## Activity
Within the entries below, find each line containing the word "Bougara" and copy it.

▼

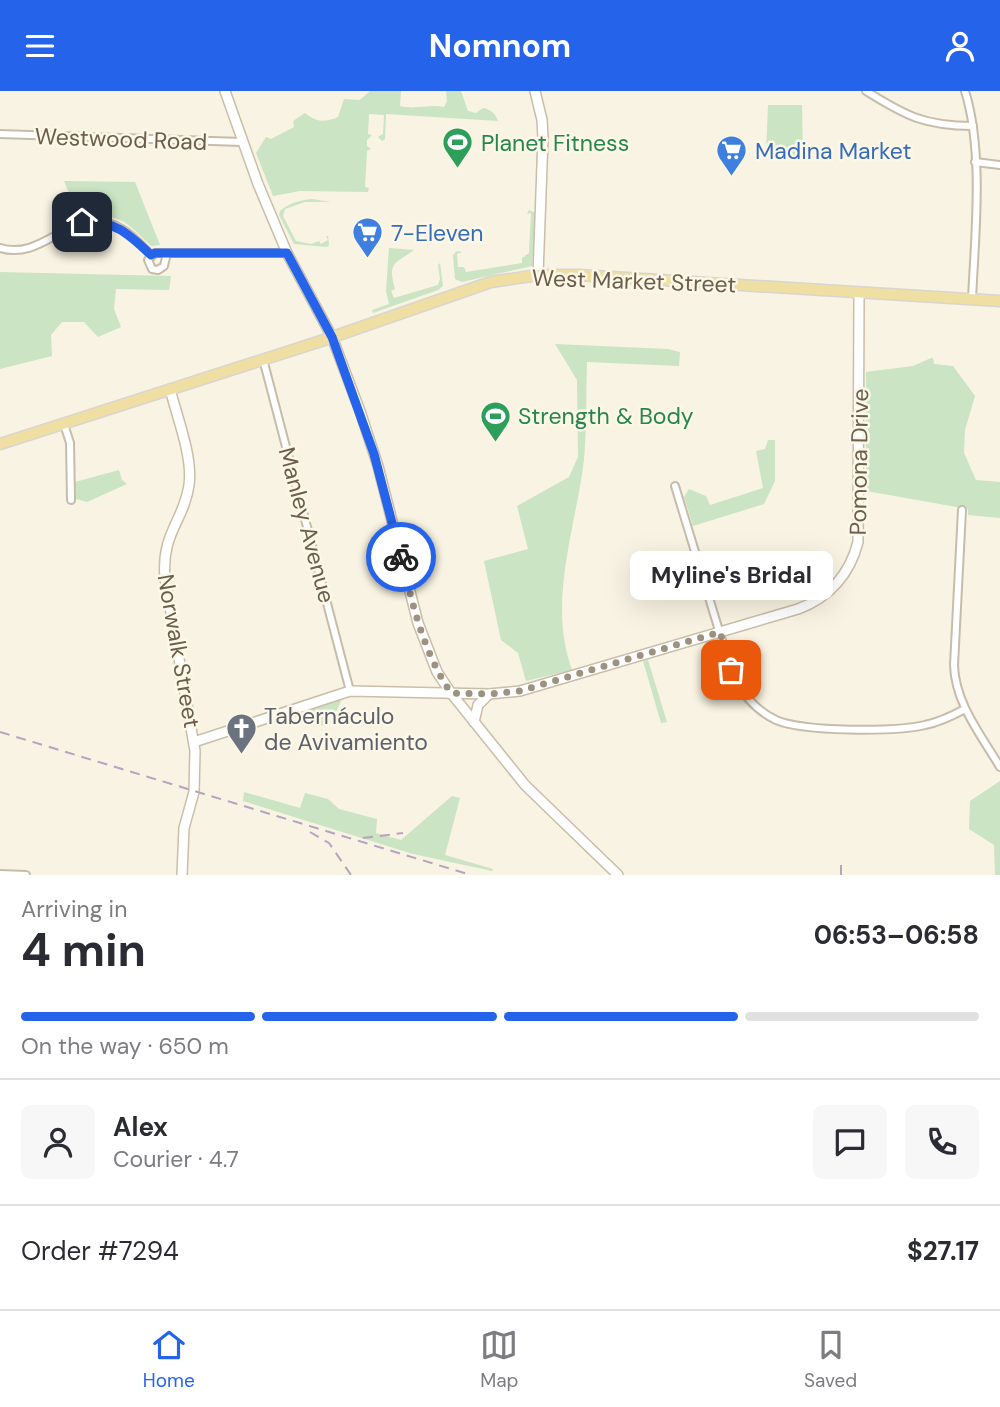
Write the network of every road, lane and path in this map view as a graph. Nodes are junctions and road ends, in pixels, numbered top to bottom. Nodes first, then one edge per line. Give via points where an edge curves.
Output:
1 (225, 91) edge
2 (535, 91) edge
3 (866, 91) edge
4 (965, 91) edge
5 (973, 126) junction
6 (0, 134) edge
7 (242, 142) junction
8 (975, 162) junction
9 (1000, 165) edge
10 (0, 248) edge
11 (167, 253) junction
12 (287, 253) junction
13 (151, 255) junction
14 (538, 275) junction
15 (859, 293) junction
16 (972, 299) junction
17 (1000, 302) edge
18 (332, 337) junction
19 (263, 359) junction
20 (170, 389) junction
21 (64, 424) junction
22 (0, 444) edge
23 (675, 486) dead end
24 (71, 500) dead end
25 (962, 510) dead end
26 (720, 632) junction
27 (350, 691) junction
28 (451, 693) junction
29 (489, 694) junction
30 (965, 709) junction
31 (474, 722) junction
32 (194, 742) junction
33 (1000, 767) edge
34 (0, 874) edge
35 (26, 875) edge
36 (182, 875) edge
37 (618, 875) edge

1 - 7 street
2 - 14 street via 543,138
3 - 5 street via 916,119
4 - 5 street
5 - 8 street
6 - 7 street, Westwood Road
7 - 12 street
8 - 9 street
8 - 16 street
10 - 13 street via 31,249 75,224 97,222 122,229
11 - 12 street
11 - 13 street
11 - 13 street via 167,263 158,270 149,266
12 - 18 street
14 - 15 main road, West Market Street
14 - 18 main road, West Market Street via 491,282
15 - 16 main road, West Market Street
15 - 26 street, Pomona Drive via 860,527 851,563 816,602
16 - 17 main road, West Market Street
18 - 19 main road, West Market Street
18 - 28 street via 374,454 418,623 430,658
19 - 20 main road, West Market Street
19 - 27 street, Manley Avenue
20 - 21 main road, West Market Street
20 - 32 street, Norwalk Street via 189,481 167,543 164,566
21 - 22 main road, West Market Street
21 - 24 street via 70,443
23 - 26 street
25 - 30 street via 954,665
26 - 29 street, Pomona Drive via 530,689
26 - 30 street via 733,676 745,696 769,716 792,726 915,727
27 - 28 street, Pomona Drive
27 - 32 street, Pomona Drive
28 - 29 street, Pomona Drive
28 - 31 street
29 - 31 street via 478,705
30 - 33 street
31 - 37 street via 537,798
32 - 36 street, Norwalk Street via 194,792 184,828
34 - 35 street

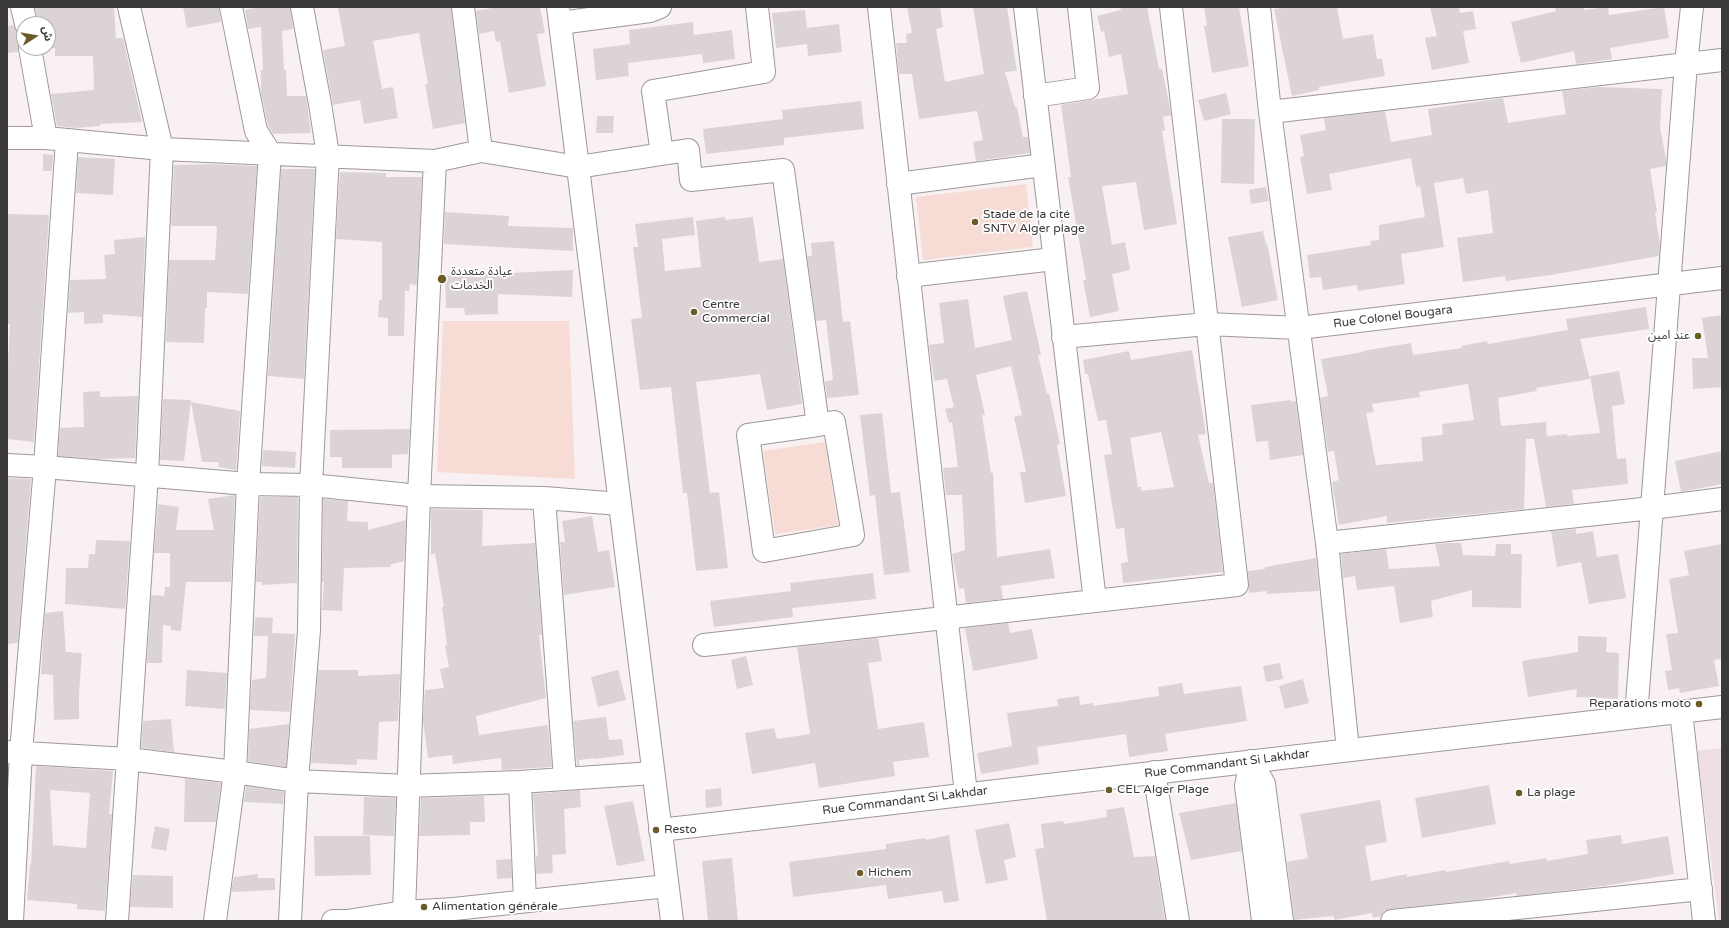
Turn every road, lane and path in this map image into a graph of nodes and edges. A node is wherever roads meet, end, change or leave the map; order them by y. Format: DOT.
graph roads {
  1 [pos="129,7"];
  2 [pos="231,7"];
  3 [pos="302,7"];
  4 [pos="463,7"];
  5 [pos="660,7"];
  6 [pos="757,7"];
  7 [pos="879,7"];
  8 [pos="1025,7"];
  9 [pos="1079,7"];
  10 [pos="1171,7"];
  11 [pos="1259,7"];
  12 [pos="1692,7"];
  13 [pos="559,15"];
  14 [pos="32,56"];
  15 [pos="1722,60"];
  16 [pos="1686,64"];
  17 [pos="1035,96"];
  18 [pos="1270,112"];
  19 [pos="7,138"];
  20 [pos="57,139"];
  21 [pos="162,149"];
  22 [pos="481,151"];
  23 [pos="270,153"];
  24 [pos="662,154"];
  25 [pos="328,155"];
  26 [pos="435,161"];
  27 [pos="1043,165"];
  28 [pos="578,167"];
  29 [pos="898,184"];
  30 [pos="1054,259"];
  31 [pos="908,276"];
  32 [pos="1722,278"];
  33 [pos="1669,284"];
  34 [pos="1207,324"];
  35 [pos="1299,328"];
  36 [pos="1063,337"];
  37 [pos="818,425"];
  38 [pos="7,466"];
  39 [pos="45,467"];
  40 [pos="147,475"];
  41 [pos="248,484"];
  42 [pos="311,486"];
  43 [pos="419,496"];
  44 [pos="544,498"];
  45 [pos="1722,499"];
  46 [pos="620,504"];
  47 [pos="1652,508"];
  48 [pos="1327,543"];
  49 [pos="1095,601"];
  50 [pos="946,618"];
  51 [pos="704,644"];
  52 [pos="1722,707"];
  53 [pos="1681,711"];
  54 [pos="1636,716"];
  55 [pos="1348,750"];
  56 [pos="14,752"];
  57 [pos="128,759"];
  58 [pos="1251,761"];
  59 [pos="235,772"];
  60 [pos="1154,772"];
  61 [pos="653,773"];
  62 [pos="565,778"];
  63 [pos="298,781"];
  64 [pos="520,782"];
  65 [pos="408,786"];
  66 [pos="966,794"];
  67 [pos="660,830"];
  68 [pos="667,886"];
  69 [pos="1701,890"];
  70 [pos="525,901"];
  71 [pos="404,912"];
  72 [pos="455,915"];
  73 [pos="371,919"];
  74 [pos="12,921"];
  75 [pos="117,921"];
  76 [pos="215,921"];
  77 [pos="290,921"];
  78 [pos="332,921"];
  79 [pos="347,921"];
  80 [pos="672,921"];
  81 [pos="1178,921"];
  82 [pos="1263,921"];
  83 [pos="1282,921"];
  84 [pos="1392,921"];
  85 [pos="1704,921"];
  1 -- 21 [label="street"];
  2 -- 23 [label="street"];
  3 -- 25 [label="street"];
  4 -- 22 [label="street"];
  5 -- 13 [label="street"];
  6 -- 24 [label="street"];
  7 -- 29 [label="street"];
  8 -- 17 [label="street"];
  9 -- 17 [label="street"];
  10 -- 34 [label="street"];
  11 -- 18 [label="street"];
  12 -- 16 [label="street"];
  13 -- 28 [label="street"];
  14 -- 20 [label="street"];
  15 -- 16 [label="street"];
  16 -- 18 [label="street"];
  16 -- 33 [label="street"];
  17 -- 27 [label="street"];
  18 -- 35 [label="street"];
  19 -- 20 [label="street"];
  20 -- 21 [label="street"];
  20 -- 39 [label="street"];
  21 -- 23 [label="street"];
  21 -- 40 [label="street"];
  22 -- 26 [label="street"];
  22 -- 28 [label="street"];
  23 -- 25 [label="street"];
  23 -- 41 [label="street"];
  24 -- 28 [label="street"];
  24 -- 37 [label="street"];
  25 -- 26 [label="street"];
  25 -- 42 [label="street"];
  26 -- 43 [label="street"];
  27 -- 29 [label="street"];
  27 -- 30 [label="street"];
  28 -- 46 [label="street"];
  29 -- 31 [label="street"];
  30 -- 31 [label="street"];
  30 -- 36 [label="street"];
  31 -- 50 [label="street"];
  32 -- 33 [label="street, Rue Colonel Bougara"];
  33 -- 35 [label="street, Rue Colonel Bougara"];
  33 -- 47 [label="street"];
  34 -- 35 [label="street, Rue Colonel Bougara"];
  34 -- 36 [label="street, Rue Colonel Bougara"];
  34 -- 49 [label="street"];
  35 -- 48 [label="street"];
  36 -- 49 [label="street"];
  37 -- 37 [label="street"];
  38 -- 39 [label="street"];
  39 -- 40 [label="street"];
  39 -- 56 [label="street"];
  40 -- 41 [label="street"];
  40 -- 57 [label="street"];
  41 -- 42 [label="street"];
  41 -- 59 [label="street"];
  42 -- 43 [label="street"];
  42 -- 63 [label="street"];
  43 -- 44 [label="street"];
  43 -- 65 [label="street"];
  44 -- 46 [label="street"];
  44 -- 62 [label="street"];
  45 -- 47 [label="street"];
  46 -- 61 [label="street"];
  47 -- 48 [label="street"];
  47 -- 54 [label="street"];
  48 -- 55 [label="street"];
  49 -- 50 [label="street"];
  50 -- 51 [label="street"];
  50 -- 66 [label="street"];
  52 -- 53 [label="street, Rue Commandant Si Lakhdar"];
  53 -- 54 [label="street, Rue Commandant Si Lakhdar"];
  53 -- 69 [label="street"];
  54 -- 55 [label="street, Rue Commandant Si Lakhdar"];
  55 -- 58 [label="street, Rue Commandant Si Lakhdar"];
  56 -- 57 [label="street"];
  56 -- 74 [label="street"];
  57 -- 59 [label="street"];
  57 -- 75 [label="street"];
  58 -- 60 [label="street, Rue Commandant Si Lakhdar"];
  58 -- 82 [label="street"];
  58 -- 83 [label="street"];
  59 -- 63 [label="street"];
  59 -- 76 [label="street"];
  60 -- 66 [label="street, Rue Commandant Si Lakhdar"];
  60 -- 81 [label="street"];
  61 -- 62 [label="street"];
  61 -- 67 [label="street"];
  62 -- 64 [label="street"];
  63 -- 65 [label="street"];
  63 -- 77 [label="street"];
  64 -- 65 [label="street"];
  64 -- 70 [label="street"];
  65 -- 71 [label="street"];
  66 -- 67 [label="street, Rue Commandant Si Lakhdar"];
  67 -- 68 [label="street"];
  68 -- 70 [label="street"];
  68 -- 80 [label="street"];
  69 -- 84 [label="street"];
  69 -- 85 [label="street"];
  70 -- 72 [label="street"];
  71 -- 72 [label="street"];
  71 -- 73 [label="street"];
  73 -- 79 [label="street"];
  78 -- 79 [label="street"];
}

▲

## Result
  32 -- 33 [label="street, Rue Colonel Bougara"];
  33 -- 35 [label="street, Rue Colonel Bougara"];
  34 -- 35 [label="street, Rue Colonel Bougara"];
  34 -- 36 [label="street, Rue Colonel Bougara"];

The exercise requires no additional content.